Carcere, non si dice più cella ma “camera di pernottamento”. Ma i sindacati: “Problemi sono altri”

Carcere, non si dice più cella ma "camera di pernottamento". Ma i sindacati: "Problemi sono altri"
Carcere, non si dice più cella ma “camera di pernottamento”. Ma i sindacati: “Problemi sono altri”

ROMA – Il politicamente corretto entra nelle carceri. Lo richiede una circolare del Dap, il Dipartimento di amministrazione penitenziaria, che punta a trasformare, almeno nel lessico, il gergo utilizzato negli istituti di pena. Invece di cella, meglio dire “camere di pernottamento”, lo “spesino” è un “detenuto addetto alla spesa”, il “piantone” un “assistente alla persona”, il “detenuto lavorante” un “lavoratore” uguale a tutti gli altri. Ma per i sindacati di polizia è “paradossale” preoccuparsi del lessico di fronte a problemi ben più seri del sistema carcerario.

Il Sappe, il cui segretario, Donato Capece, ha reso noti i contenuti della circolare e la Uilpa penitenziari guidata da Angelo Urso avvertono una netta stonatura. L’Osapp, con il segretario, Leo Beneduci, parla di “un’Amministrazione ormai giunta alla frutta”. Il Dap, guidato da Santi Consolo, si è difeso esortando all’uso di un linguaggio appropriato. Un invito che del resto arriva anche dal Comitato europeo per la prevenzione della tortura e dal Garante nazionale delle persone detenute, che ha inserito questa raccomandazione nella recente relazione al Parlamento.

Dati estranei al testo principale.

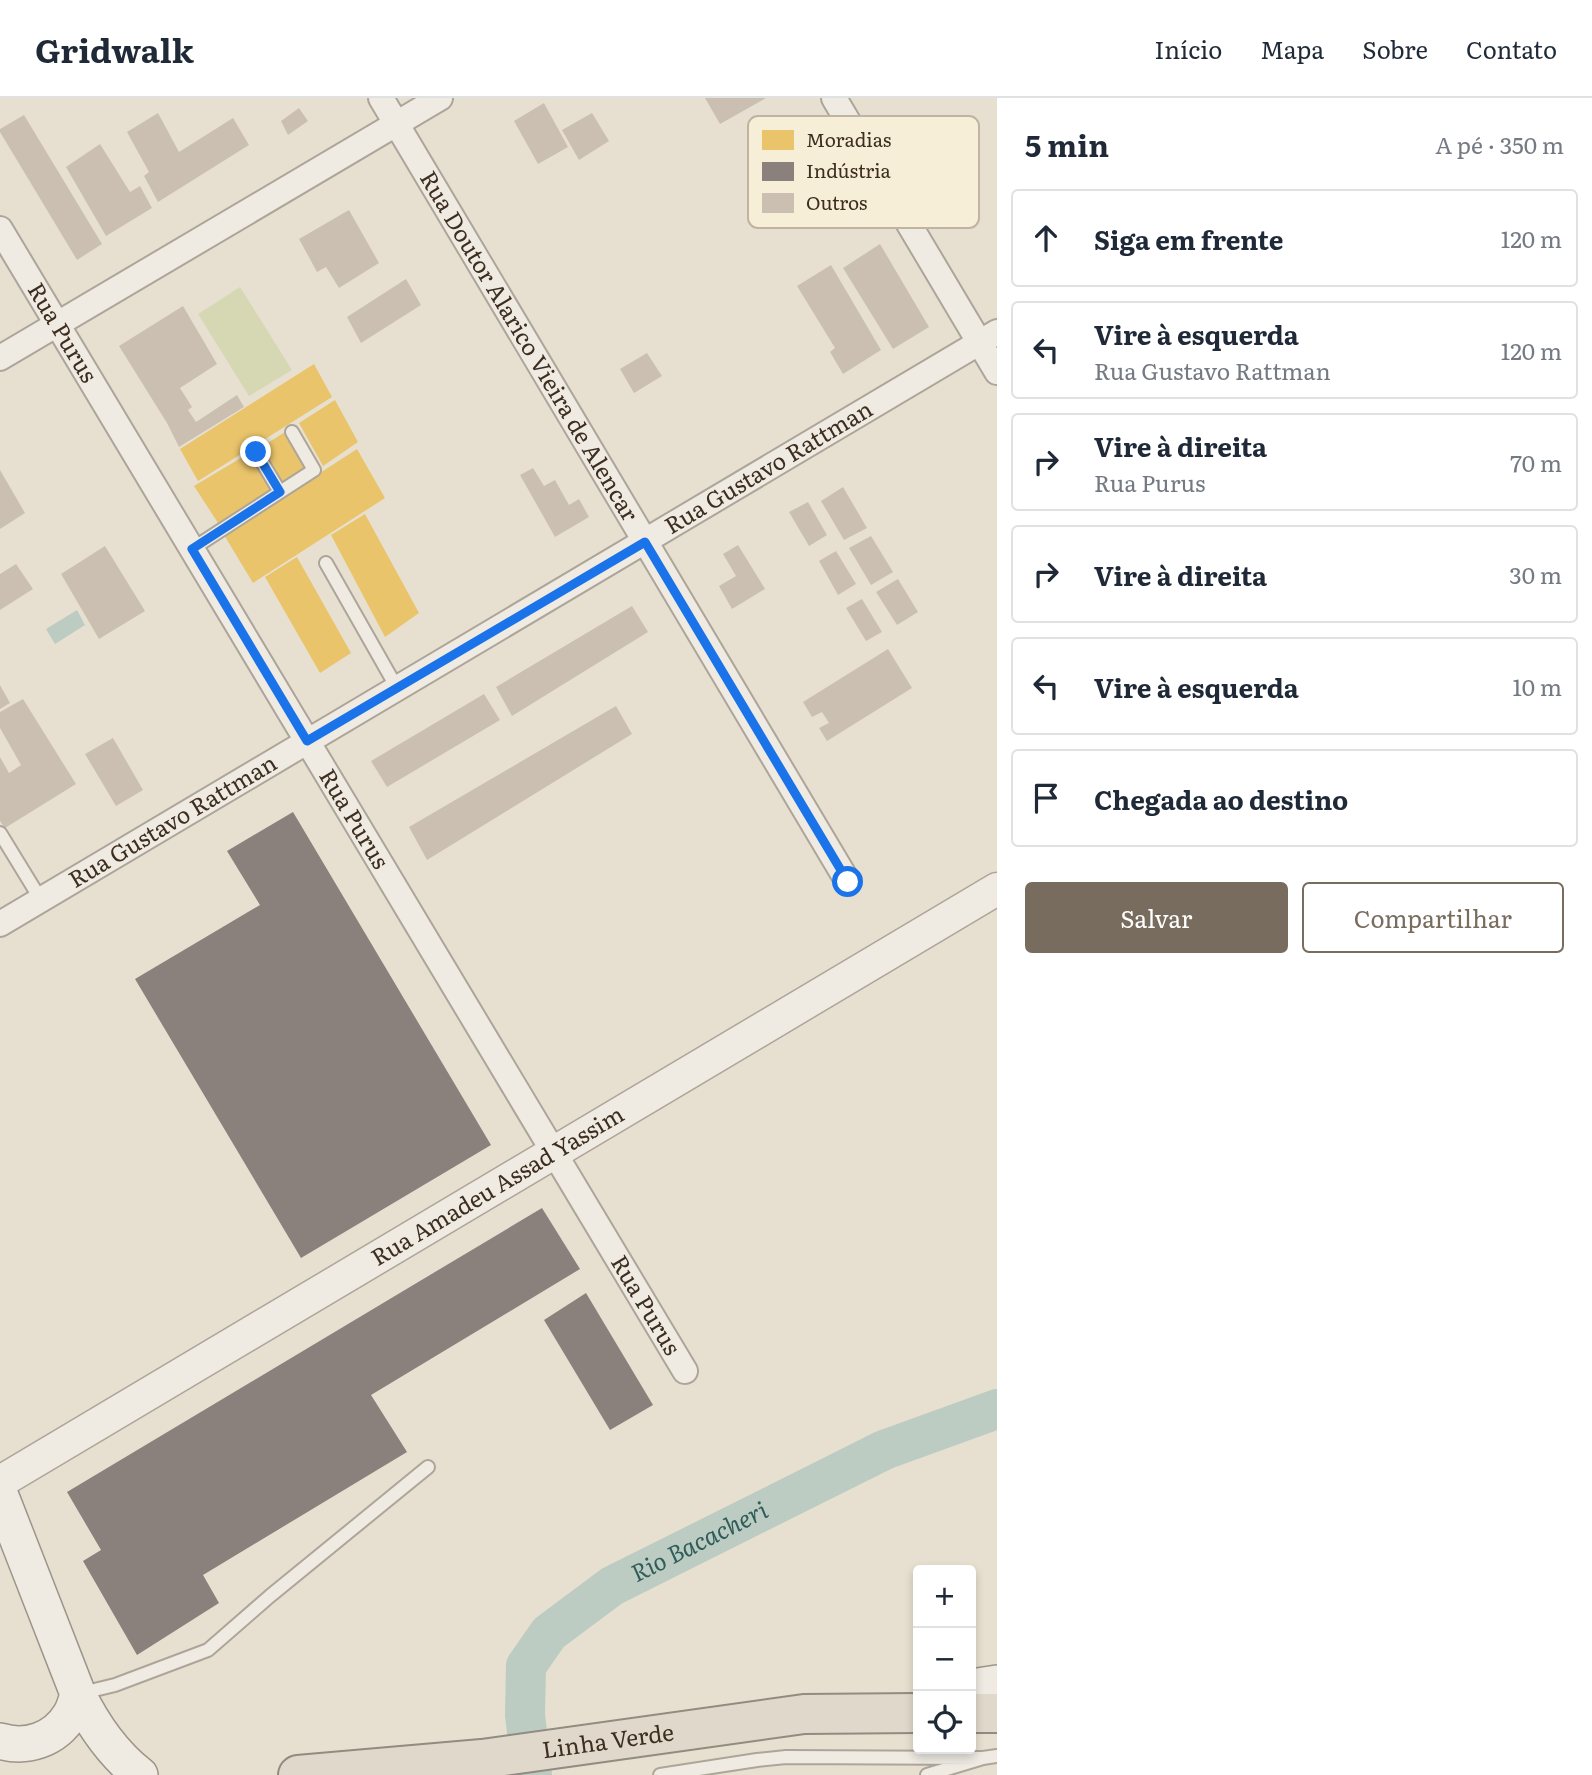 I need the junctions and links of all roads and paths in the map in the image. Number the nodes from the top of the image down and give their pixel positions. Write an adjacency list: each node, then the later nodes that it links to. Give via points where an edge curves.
1 (381, 98): 5 (street, Rua Doutor Alarico Vieira de Alencar)
2 (440, 98): 5 (street)
3 (834, 98): 4 (street)
4 (846, 116)
5 (396, 124): 8 (street); 15 (street, Rua Doutor Alarico Vieira de Alencar)
6 (917, 228): 9 (street)
7 (0, 229): 8 (street, Rua Purus)
8 (57, 324): 10 (street); 16 (street, Rua Purus)
9 (988, 338): 11 (street); 15 (street, Rua Gustavo Rattman)
10 (0, 358)
11 (997, 372)
12 (292, 432): 14 (lane, via 314,470)
13 (256, 452): 14 (lane)
14 (280, 492): 16 (lane)
15 (645, 542): 18 (street, Rua Gustavo Rattman); 21 (street, Rua Doutor Alarico Vieira de Alencar)
16 (192, 549): 19 (street, Rua Purus)
17 (326, 563): 18 (lane)
18 (397, 688): 19 (street, Rua Gustavo Rattman)
19 (307, 741): 23 (street, Rua Gustavo Rattman); 25 (street, Rua Purus)
20 (0, 833): 23 (lane)
21 (848, 882)
22 (997, 889): 25 (street, Rua Amadeu Assad Yassim)
23 (41, 900): 24 (street, Rua Gustavo Rattman)
24 (0, 924)
25 (554, 1153): 26 (street, Rua Purus); 28 (street, Rua Amadeu Assad Yassim)
26 (685, 1371)
27 (428, 1467): 32 (lane, via 208,1650)
28 (0, 1482)
29 (0, 1494): 32 (main road)
30 (997, 1683): 31 (main road)
31 (976, 1686)
32 (78, 1694): 38 (main road, via 71,1714 48,1737 24,1744); 41 (main road, via 103,1737)
33 (913, 1696): 37 (main road)
34 (913, 1713): 37 (highway, Linha Verde)
35 (976, 1713): 36 (highway)
36 (997, 1713)
37 (804, 1714): 42 (highway, Linha Verde, via 482,1759)
38 (0, 1741)
39 (997, 1756): 40 (lane)
40 (983, 1758): 43 (lane, via 786,1758); 44 (lane)
41 (140, 1775)
42 (298, 1775)
43 (660, 1775)
44 (927, 1775)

Il punto è che questo proposito si cala in un quadro che, denuncia il Sappe, vede ogni 9 giorni un detenuto uccidersi e ogni giorno 23, atti di autolesionismo e tre suicidi sventati. Di recente la Uilpa, che sta conducendo un’indagine sullo stress da lavoro degli agenti, ha diffuso dei dati, elaborati su cifre Dap-Ministero della Giustizia, secondo la quale nel 2016 risultano 8 mila aggressioni, 10 mila casi di autolesionismo, 11 mila manifestazioni di protesta non collettiva con 2.190 detenuti che hanno provocato danni, mentre la carenza di agenti si attesta sul 26% con punte locali fino al 60-80%.

Ed è sempre di questi giorni un report del Servizio studi del Senato che indica come il sovraffollamento, in lieve ripresa, sia sopra la media nazionale in 10 regioni mentre dal 2008 le presenze sono sempre state sopra la capienza regolamentare. I numeri sono una spia e il dossier ne segnala un altro sintomatico. Le donne sono circa il 5% della popolazione carceraria, ma la loro condizione detentiva è peggiore degli uomini: le sezioni femminili rischiano di essere “reparti marginali”, con “meno spazio vitale e meno strutture” e le attività trattamentali risentono di “una visione stereotipata” con le donne relegate ai lavori sartoriali o culinari” riservando agli uomini informatica e tipografia.

Quanto al gerco politically correct, il Sappe ha già annunciato da oggi la “disobbedienza civile”. Gli agenti con il basco azzurro non applicheranno le nuove terminologie.